▸ PROBLEM STATEMENT
If a record contains a picture, leave the picture out and reproduce everything else exactly.

▸ DATASET
::::::::::
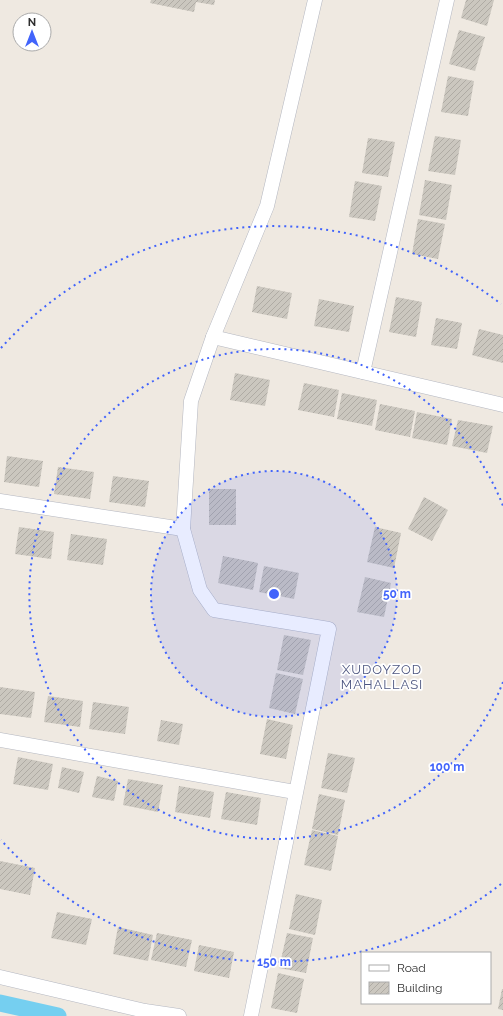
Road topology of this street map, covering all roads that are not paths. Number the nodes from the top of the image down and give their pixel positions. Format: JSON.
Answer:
{"nodes":[{"id":1,"x":315,"y":0,"type":"edge"},
{"id":2,"x":447,"y":0,"type":"edge"},
{"id":3,"x":213,"y":337,"type":"junction"},
{"id":4,"x":363,"y":372,"type":"junction"},
{"id":5,"x":503,"y":405,"type":"edge"},
{"id":6,"x":0,"y":501,"type":"edge"},
{"id":7,"x":183,"y":529,"type":"junction"},
{"id":8,"x":0,"y":740,"type":"edge"},
{"id":9,"x":295,"y":792,"type":"junction"},
{"id":10,"x":0,"y":976,"type":"edge"},
{"id":11,"x":179,"y":1016,"type":"edge"},
{"id":12,"x":252,"y":1016,"type":"edge"}],
"edges":[{"from":1,"to":3,"type":"street"},
{"from":2,"to":4,"type":"street"},
{"from":3,"to":4,"type":"street"},
{"from":3,"to":7,"type":"street"},
{"from":4,"to":5,"type":"street"},
{"from":6,"to":7,"type":"street"},
{"from":7,"to":9,"type":"street"},
{"from":8,"to":9,"type":"street"},
{"from":9,"to":12,"type":"street"},
{"from":10,"to":11,"type":"street"}]}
::::::::::
▸ FINISHED EXERCISE
Road topology of this street map, covering all roads that are not paths. Number the nodes from the top of the image down and give their pixel positions. Format: JSON.
Answer:
{"nodes":[{"id":1,"x":315,"y":0,"type":"edge"},
{"id":2,"x":447,"y":0,"type":"edge"},
{"id":3,"x":213,"y":337,"type":"junction"},
{"id":4,"x":363,"y":372,"type":"junction"},
{"id":5,"x":503,"y":405,"type":"edge"},
{"id":6,"x":0,"y":501,"type":"edge"},
{"id":7,"x":183,"y":529,"type":"junction"},
{"id":8,"x":0,"y":740,"type":"edge"},
{"id":9,"x":295,"y":792,"type":"junction"},
{"id":10,"x":0,"y":976,"type":"edge"},
{"id":11,"x":179,"y":1016,"type":"edge"},
{"id":12,"x":252,"y":1016,"type":"edge"}],
"edges":[{"from":1,"to":3,"type":"street"},
{"from":2,"to":4,"type":"street"},
{"from":3,"to":4,"type":"street"},
{"from":3,"to":7,"type":"street"},
{"from":4,"to":5,"type":"street"},
{"from":6,"to":7,"type":"street"},
{"from":7,"to":9,"type":"street"},
{"from":8,"to":9,"type":"street"},
{"from":9,"to":12,"type":"street"},
{"from":10,"to":11,"type":"street"}]}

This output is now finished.